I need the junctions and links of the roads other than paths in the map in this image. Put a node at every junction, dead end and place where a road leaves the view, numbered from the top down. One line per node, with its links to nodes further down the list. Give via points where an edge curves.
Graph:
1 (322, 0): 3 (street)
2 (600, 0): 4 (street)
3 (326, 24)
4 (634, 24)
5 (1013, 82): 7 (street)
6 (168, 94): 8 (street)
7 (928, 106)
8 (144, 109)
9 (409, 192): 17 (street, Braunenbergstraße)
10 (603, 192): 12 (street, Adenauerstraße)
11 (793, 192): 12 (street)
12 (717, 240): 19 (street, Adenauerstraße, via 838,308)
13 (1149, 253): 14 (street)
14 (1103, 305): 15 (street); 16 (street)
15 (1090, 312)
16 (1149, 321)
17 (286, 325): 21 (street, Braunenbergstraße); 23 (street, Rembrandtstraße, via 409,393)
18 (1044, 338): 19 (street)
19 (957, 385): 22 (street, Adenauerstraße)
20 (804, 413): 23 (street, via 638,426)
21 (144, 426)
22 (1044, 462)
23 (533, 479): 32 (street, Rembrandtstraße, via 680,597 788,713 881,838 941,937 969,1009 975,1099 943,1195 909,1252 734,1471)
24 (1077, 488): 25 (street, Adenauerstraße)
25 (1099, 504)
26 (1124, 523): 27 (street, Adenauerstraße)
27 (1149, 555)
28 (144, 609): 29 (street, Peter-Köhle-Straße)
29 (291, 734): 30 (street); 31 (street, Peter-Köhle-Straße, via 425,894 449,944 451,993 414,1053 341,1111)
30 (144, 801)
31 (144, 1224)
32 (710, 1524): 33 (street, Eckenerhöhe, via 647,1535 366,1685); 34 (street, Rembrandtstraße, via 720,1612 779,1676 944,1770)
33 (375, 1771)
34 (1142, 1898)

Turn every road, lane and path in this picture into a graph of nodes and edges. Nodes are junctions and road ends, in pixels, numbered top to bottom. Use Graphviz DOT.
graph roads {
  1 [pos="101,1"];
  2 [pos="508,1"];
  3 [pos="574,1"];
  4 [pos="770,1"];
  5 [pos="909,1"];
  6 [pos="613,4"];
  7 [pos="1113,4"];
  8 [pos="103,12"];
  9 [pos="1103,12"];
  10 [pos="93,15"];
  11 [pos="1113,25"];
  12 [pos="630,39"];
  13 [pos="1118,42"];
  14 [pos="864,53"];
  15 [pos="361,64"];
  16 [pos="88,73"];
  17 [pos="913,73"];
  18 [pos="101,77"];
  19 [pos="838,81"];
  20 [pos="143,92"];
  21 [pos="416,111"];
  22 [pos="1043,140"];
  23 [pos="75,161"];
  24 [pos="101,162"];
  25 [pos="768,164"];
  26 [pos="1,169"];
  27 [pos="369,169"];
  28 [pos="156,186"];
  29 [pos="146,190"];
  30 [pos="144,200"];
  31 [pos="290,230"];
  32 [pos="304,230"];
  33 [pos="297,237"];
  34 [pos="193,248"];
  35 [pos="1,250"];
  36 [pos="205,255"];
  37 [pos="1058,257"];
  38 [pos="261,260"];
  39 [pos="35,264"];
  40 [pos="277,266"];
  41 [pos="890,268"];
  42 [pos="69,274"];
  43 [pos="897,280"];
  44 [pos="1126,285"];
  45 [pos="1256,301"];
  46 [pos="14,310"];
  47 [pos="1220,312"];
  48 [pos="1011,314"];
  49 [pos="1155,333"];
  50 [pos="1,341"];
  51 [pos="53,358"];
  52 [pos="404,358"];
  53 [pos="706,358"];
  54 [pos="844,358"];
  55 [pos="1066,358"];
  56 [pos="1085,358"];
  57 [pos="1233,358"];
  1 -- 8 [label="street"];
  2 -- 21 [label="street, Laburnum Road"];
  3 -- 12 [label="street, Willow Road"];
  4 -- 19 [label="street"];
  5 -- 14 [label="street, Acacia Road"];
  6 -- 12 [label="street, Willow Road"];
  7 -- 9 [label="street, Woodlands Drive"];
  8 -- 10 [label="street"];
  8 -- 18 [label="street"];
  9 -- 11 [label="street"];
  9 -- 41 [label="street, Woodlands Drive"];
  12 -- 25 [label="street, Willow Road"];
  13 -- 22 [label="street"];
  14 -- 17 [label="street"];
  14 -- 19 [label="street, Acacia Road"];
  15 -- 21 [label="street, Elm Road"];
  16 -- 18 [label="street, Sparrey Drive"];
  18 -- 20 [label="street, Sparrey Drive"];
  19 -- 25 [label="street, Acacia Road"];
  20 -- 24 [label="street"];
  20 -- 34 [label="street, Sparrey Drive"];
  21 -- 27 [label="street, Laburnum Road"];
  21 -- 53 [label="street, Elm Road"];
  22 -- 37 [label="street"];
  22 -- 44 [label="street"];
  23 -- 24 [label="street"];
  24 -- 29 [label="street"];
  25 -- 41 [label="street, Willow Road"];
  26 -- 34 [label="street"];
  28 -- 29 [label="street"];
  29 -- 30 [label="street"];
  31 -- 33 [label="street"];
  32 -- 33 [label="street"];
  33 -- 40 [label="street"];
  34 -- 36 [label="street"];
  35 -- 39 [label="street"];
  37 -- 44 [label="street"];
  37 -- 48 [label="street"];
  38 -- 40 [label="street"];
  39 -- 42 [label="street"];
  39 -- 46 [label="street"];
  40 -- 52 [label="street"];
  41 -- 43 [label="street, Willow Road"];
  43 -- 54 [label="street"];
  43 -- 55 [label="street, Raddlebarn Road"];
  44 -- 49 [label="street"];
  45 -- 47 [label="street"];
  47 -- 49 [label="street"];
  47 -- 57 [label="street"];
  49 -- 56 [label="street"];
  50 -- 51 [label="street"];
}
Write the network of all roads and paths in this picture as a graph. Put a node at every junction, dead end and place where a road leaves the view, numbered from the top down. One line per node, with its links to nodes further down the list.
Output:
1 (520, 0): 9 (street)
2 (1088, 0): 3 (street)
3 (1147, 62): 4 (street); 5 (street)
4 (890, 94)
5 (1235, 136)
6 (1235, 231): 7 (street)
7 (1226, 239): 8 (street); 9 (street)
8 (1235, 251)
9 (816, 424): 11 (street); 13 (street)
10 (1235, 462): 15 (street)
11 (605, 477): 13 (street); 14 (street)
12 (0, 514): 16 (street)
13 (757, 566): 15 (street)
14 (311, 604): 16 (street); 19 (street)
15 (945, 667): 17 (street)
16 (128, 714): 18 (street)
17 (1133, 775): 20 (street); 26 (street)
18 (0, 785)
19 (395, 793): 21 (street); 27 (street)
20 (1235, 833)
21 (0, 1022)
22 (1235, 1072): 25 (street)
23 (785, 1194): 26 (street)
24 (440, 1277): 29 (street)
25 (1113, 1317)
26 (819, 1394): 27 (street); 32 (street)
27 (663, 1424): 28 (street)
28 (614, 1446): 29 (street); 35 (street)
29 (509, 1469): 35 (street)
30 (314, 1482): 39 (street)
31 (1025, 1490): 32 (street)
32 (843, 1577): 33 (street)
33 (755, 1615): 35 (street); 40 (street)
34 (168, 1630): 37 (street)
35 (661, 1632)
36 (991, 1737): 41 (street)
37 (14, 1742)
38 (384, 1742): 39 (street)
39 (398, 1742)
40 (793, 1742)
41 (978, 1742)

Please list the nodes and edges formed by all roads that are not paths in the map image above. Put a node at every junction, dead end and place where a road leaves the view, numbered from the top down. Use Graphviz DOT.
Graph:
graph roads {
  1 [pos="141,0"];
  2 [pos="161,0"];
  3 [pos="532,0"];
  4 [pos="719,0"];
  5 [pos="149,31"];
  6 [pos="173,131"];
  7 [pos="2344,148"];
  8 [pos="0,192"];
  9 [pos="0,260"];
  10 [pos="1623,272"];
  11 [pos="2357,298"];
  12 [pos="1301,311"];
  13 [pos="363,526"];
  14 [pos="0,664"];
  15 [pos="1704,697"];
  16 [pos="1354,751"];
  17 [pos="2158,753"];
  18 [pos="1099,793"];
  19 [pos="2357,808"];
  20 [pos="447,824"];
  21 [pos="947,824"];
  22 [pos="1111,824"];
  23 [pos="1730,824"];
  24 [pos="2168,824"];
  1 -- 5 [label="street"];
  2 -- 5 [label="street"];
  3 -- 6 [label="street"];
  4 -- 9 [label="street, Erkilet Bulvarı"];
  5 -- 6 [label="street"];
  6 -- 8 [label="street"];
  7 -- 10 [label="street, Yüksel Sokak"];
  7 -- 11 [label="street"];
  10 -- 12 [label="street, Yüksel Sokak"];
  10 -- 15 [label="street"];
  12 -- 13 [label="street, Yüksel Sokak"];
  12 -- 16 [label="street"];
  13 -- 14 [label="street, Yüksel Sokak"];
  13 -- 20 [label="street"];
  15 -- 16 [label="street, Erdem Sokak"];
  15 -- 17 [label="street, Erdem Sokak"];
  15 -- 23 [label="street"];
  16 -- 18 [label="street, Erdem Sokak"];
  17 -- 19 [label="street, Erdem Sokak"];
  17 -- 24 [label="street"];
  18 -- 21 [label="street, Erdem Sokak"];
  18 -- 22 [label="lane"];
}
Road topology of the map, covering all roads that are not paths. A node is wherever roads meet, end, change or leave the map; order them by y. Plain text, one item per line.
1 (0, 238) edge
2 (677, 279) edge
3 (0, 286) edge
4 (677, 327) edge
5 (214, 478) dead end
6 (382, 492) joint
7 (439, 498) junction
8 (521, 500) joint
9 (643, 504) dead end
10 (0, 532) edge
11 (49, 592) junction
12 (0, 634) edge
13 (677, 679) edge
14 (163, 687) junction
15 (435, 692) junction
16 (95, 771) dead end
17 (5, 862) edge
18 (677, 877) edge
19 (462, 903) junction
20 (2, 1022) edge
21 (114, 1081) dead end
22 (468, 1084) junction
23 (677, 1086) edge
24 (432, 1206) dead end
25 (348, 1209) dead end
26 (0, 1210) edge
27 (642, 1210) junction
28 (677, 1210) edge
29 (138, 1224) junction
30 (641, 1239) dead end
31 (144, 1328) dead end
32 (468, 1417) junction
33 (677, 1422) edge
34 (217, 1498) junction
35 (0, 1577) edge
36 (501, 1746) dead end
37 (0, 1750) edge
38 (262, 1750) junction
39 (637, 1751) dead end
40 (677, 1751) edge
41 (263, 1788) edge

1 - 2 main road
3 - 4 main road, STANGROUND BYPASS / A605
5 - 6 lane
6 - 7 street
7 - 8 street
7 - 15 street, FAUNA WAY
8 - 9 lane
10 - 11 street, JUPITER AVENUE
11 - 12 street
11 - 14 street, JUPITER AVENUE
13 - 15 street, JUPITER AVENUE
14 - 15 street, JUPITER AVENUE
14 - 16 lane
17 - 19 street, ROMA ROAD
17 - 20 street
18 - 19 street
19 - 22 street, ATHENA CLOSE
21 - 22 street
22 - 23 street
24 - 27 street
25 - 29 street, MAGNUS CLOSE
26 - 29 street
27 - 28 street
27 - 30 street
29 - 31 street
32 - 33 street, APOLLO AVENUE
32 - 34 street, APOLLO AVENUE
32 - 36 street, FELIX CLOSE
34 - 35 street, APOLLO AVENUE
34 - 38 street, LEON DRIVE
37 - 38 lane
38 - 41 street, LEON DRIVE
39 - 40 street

__Exercise objective__
The string "links" marks the lines to copy; report each of them from the data above.

__Task result__
I need the junctions and links of the roads other than paths in the map in this image. Put a node at every junction, dead end and place where a road leaves the view, numbered from the top down. One line per node, with its links to nodes further down the list. Give via points where an edge curves.
Write the network of all roads and paths in this picture as a graph. Put a node at every junction, dead end and place where a road leaves the view, numbered from the top down. One line per node, with its links to nodes further down the list.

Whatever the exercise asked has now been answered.